Ich hörte vor einigen Jahren zum ersten Mal von der matrilinearen Gesellschaft der Mosuo, die mich seitdem in ihren Bann gezogen hat. Die ethnische Gruppe der Mosuo, ein Zweig der Naxi-Nationalität, lebt am Lugu-See, an der Grenze zwischen den Provinzen Sichuan und Yunnan. In der Mosuo-Kultur ist die Heirat unkonventionell, in welchem Sinn auch immer, da Frauen dominierend sind.

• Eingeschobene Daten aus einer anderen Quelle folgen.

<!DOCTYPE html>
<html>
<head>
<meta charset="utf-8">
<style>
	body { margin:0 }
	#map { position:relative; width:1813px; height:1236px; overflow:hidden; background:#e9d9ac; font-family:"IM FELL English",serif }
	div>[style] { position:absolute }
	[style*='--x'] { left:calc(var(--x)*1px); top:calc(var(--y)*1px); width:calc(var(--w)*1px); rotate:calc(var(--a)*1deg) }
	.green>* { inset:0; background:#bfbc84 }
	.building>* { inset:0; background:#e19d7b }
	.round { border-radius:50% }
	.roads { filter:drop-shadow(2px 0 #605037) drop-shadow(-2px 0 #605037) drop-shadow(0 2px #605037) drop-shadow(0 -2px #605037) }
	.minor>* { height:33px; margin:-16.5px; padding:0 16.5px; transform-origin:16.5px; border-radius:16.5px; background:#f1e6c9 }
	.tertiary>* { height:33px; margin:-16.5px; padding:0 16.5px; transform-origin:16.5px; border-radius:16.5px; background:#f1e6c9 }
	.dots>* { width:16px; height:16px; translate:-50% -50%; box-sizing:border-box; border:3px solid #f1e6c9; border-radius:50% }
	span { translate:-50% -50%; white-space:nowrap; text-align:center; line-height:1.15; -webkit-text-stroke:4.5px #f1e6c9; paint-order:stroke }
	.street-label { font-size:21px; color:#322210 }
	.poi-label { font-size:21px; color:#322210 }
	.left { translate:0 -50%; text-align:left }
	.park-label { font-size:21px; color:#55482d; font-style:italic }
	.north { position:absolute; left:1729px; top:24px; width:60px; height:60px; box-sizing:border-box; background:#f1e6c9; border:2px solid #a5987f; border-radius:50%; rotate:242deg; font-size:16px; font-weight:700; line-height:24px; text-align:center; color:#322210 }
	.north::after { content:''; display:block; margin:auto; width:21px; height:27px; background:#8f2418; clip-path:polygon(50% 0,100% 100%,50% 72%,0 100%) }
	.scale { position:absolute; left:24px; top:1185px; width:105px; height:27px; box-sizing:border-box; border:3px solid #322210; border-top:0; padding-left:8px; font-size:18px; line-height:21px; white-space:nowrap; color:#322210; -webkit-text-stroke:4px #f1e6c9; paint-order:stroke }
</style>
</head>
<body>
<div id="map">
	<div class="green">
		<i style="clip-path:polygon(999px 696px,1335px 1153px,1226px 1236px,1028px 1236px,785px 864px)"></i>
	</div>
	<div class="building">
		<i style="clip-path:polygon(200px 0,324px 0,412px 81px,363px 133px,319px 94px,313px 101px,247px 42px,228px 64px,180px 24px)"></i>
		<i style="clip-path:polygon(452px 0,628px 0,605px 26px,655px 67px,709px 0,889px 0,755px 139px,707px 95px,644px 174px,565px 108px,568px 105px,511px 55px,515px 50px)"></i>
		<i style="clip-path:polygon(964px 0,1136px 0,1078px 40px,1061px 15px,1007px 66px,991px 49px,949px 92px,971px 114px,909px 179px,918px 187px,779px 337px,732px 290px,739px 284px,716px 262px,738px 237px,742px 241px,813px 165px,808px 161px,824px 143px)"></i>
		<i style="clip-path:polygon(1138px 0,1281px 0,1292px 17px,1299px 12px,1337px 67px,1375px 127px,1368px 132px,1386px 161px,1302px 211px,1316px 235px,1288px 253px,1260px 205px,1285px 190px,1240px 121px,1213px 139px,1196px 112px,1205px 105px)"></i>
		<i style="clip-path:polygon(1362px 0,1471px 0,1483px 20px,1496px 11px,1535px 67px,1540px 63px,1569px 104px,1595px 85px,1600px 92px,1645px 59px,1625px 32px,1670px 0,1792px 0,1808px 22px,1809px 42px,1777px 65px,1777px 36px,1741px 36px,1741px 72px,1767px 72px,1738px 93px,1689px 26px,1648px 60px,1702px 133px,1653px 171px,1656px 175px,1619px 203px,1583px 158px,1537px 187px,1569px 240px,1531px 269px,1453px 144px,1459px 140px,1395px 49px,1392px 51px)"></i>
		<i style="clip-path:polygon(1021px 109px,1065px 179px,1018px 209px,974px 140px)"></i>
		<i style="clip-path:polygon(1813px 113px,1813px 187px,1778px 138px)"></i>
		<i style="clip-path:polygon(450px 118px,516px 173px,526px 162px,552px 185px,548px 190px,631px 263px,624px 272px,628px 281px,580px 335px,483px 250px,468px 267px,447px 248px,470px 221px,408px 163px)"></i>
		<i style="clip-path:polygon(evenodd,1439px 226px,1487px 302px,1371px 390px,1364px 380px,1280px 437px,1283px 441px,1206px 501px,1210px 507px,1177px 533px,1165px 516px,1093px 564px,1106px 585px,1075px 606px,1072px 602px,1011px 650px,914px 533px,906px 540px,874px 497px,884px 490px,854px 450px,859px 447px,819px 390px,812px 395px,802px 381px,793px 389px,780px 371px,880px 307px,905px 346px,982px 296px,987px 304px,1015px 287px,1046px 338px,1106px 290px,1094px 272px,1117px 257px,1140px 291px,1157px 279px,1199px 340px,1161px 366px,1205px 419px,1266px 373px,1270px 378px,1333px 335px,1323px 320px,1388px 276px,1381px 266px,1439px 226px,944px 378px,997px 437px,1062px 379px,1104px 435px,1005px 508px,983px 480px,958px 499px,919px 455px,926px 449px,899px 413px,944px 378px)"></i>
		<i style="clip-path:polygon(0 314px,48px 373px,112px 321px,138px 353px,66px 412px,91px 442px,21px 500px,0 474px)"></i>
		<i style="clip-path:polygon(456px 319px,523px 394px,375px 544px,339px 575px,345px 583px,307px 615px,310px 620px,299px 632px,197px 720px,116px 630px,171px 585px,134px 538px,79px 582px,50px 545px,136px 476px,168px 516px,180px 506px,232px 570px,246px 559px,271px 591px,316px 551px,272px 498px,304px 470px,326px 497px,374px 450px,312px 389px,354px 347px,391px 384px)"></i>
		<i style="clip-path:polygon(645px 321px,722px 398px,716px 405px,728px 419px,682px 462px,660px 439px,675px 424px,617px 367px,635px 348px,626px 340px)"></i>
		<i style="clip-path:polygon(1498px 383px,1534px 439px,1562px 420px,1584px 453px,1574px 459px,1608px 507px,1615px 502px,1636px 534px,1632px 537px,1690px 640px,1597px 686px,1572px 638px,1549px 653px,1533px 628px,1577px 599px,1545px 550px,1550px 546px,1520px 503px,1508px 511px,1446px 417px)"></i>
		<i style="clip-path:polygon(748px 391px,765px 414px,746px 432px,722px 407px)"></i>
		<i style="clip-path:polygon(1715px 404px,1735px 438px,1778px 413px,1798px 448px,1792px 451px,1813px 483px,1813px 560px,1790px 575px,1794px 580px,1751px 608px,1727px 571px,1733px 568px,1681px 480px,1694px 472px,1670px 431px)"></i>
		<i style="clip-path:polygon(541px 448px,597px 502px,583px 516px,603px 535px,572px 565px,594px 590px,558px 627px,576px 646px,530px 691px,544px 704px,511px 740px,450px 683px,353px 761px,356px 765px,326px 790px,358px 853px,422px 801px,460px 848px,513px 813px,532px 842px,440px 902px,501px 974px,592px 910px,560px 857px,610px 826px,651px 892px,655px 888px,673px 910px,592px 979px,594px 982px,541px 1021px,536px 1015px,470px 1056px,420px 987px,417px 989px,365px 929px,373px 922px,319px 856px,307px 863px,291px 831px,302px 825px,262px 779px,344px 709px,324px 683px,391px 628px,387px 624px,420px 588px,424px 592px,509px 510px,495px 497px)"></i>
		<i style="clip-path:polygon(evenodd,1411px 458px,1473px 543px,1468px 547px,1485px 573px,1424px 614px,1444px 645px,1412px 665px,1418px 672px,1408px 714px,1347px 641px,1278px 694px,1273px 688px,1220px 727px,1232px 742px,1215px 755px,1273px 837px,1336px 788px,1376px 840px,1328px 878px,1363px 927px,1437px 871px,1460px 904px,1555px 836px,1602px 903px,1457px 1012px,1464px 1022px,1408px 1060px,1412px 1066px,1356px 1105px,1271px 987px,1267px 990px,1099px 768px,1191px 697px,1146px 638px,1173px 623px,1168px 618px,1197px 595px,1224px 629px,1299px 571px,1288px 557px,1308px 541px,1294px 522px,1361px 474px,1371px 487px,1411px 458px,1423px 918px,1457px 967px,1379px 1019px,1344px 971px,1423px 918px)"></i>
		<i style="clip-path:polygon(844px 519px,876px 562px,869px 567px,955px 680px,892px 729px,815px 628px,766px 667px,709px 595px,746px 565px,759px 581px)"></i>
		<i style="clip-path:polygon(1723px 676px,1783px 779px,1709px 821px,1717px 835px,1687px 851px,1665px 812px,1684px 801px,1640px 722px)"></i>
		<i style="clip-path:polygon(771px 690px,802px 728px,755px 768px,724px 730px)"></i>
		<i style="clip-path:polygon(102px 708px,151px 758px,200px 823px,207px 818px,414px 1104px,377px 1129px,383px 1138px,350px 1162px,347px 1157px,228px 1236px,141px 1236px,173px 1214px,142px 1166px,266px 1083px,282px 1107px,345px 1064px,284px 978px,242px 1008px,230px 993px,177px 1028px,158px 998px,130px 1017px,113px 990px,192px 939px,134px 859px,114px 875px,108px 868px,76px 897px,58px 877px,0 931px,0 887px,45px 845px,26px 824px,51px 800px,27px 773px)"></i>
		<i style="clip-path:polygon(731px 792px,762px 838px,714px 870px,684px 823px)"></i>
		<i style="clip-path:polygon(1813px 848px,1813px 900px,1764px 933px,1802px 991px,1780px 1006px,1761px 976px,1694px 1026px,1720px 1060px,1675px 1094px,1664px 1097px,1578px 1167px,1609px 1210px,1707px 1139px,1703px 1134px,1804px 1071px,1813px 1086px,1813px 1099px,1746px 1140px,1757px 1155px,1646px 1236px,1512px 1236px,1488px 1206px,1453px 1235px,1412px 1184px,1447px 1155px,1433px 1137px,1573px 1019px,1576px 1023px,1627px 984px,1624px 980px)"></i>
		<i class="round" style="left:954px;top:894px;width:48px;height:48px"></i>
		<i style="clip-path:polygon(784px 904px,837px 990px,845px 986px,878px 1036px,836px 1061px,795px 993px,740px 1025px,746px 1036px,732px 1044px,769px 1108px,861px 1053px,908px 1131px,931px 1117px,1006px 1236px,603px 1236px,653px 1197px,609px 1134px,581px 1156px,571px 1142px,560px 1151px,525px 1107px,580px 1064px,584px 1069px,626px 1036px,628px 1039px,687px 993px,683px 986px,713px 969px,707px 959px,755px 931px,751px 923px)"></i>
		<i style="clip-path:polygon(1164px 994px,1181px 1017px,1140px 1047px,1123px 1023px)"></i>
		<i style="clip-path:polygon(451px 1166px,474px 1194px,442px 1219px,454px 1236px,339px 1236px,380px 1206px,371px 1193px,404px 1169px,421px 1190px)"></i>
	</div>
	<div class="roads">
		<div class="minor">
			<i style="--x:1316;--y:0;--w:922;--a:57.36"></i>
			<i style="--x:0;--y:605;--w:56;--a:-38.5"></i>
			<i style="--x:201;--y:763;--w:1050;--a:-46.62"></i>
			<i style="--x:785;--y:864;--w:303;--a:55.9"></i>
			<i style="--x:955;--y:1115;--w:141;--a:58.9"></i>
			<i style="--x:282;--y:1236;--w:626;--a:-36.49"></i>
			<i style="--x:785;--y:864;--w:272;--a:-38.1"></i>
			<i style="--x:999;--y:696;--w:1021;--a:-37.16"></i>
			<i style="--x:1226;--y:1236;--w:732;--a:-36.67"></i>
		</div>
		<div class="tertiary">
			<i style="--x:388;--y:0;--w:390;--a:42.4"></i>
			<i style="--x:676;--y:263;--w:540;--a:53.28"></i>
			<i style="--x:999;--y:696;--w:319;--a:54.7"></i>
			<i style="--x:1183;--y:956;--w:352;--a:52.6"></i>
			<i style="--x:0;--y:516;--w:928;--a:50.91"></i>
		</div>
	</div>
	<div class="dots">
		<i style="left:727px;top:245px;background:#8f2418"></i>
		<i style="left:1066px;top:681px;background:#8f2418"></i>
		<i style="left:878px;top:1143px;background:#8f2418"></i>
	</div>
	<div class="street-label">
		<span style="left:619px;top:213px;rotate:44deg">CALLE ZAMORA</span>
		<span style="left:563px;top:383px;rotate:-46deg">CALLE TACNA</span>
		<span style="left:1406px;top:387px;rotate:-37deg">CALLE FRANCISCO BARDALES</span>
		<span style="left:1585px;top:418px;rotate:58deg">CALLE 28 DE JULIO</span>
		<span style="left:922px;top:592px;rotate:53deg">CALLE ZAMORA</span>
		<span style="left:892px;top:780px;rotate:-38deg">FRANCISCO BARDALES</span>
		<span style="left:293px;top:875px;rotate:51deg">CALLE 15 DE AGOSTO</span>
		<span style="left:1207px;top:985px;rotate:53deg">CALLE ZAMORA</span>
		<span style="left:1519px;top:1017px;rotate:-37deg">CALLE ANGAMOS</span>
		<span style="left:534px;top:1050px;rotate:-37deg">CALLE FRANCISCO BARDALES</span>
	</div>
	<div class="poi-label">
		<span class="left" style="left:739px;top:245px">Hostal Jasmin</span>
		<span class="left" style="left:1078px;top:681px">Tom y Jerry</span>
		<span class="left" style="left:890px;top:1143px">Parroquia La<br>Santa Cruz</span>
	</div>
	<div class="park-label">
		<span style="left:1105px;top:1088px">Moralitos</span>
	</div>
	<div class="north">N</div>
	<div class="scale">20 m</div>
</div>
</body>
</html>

Dieses Jahr im März reiste ich endlich in die Stadt Lugu-See, im Herzen von Yunnans bewaldeten Bergen. Ich verbrachte meine erste Nacht in einer Mosuo- Familienherberge, wohin mich ein junger Mann begleitete, den ich auf dem Weg getroffen hatte. Die Wände traditioneller Mosuo-Unterkünfte, die Mulengzi genannt werden, sind aus quadratischen Holzblöcken, das Dach ist aus chinesischen Tannenholzplanken. Ein Mulengzi ist der traditionellen Gliederung eines Siheyuans, bei dem ein Innenhof von zweistöckigen Gebäuden umrahmt ist, ähnlich. Er besteht aus einem nach Süden gerichteten Hauptgebäude, in dem die Familie isst, Familienangelegenheiten bespricht und Rituale abgehalten und Gäste empfangen werden, westlich davon ist ein Gebäude, das einen buddhistischen Schrein beherbergt, in dem gebetet wird. Nördlich des Hauptgebäudes ist das so genannte "Blumenhaus", wo die weiblichen Erwachsenen der Familie schlafen, und dessen unteres Stockwerk als Lagerraum und Stall genutzt wird. Mein Zimmer war im "Blumenhaus".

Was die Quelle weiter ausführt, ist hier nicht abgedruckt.